FIG. 11 is a sectional view showing the conventional noise insulation structure as the comparative example of the present invention, in which the foaming agent closes the opening portion of the upper-face portion of the side sill.

FIG. 12 is an enlarged view showing the conventional noise insulation structure in a state where the foaming agent closes the opening portion and an inner peripheral face of a pillar reinforcement at a surface of the upper-face portion of the side sill.

DETAILED DESCRIPTION OF THE INVENTION

FIG. 1 is an elevational view showing main structural elements of a vehicle body 1 to which a noise insulation structure of a vehicle frame according to the embodiment of the present invention is applied.

The vehicle body 1 comprises, at both sides, in a vehicle width direction, thereof, a side sill 3 extending in a vehicle longitudinal direction X, a front pillar 4 (A pillar) extending upward Z1 from an end portion at a forward side X1, in the vehicle longitudinal direction, of the side sill 3, a center pillar 5 (B pillar) extending upward Z1 from a middle position, in the vehicle longitudinal direction X, of the side sill 3, a rear pillar 6 (C pillar) extending upward Z1 from around an end portion at a rearward side X2, in the vehicle longitudinal direction, of the side sill 3, and a roof rail 7 extending in the vehicle longitudinal direction X and interconnecting respective upper-end portions of the three pillars 4-6. Each side-end part, in the vehicle width direction, of the vehicle frame is constituted by the side sill 3, the three pillars 4-6, and the roof rail 7.

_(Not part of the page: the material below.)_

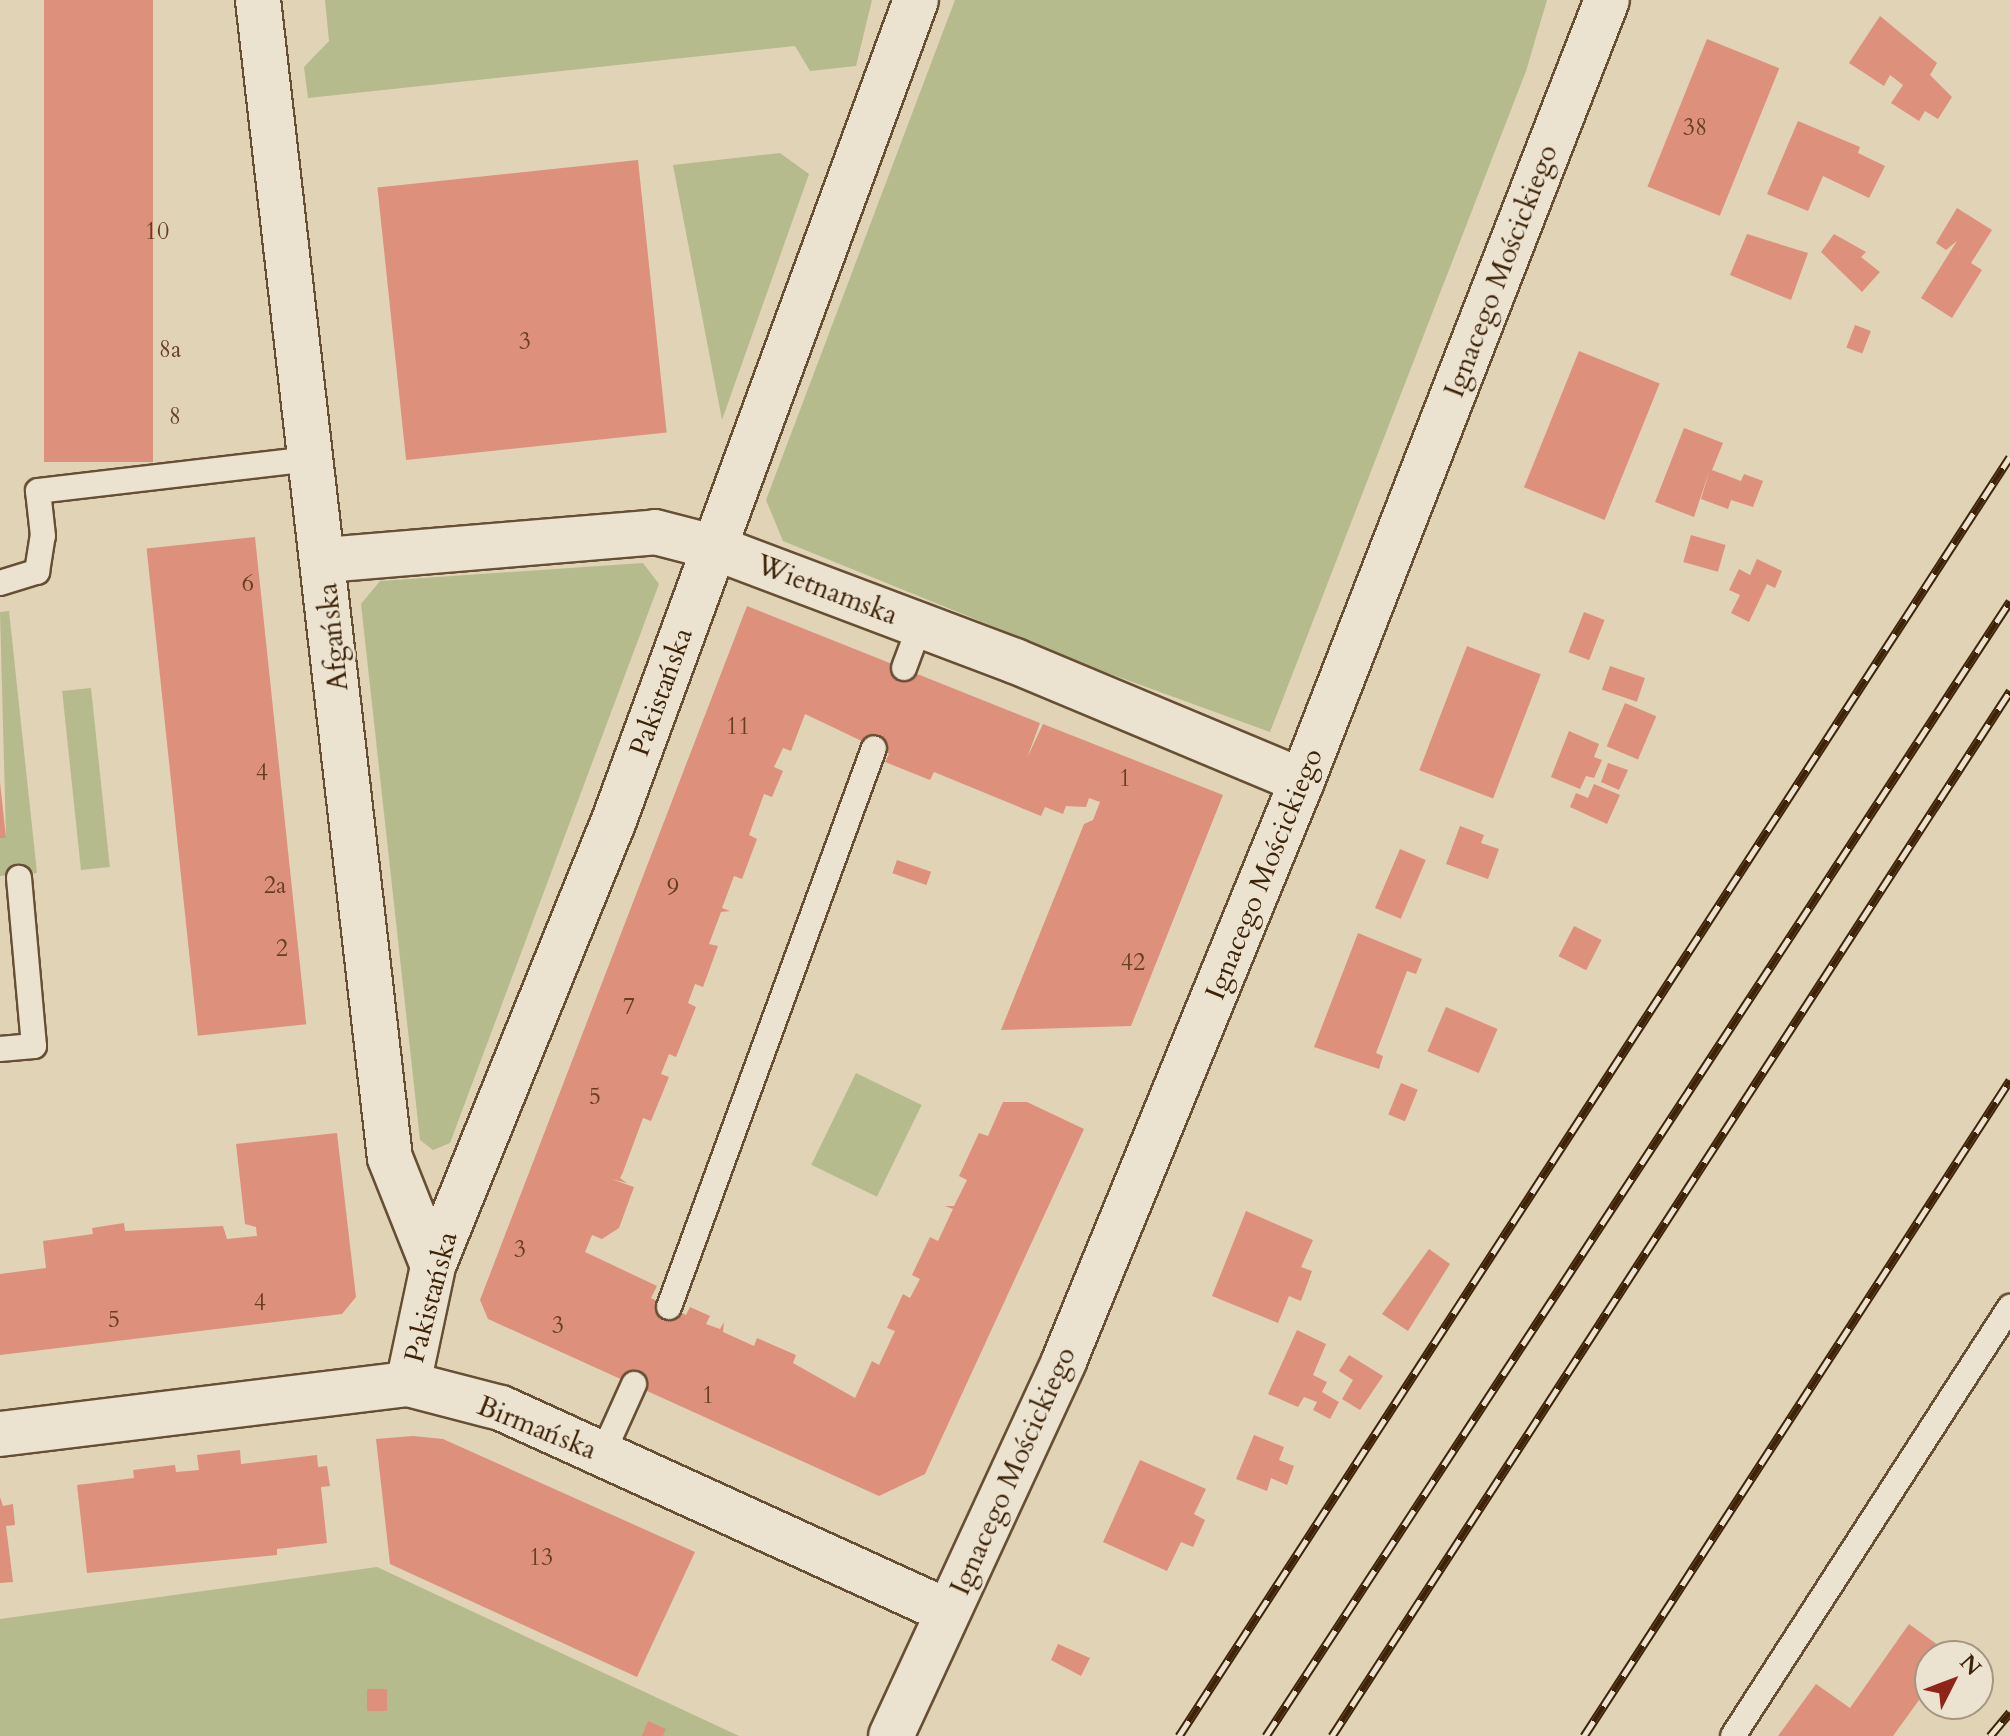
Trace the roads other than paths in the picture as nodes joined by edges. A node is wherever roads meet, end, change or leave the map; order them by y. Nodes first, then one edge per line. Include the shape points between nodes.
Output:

The noise insulation structure of the present embodiment is arranged at near a joint portion of the side sill 3 and a lower-end portion of the center pillar 5 in the above-described vehicle body 1 as shown in FIG. 2.

The side sill 3 is a hollow member which is arranged at a vehicle-outward end portion of a floor portion of a cabin 2 of the vehicle and extends in the vehicle longitudinal direction X. Specifically, as shown in FIG. 2, the side sill 3 comprises a side sill outer 3a, a side sill inner 3b positioned on an inward side Y2, in the vehicle width direction, of the side sill outer 3a, and a reinforcing plate 3c provided between the side sill outer 3a and the side sill inner 3b.

The side sill outer 3a has a hat-shaped cross section which extends in the vehicle longitudinal direction X and has a pair of flange portions 3a1, 3a2 at its upper-and-lower end portions. Likewise, the side sill inner 3b has a hat-shaped cross section which extends in the vehicle longitudinal direction X and has a pair of flange portions 3b1, 3b2 at its upper-and-lower end portions.

The side sill 3 is configured to have a hollow closed-cross section 11 by joining the upper-and-lower flange portions 3a1, 3a2 of the side sill outer 3a and the upper-and-lower flange portions 3b1, 3b2 of the side sill inner 3b, respectively. Further, the side sill 3 has an upper-face portion 12 which forms an upper face of the closed-cross section 11. An opening portion 17 (see FIGS. 2 and 3), which will be specifically described later, is formed at the upper-face portion 12.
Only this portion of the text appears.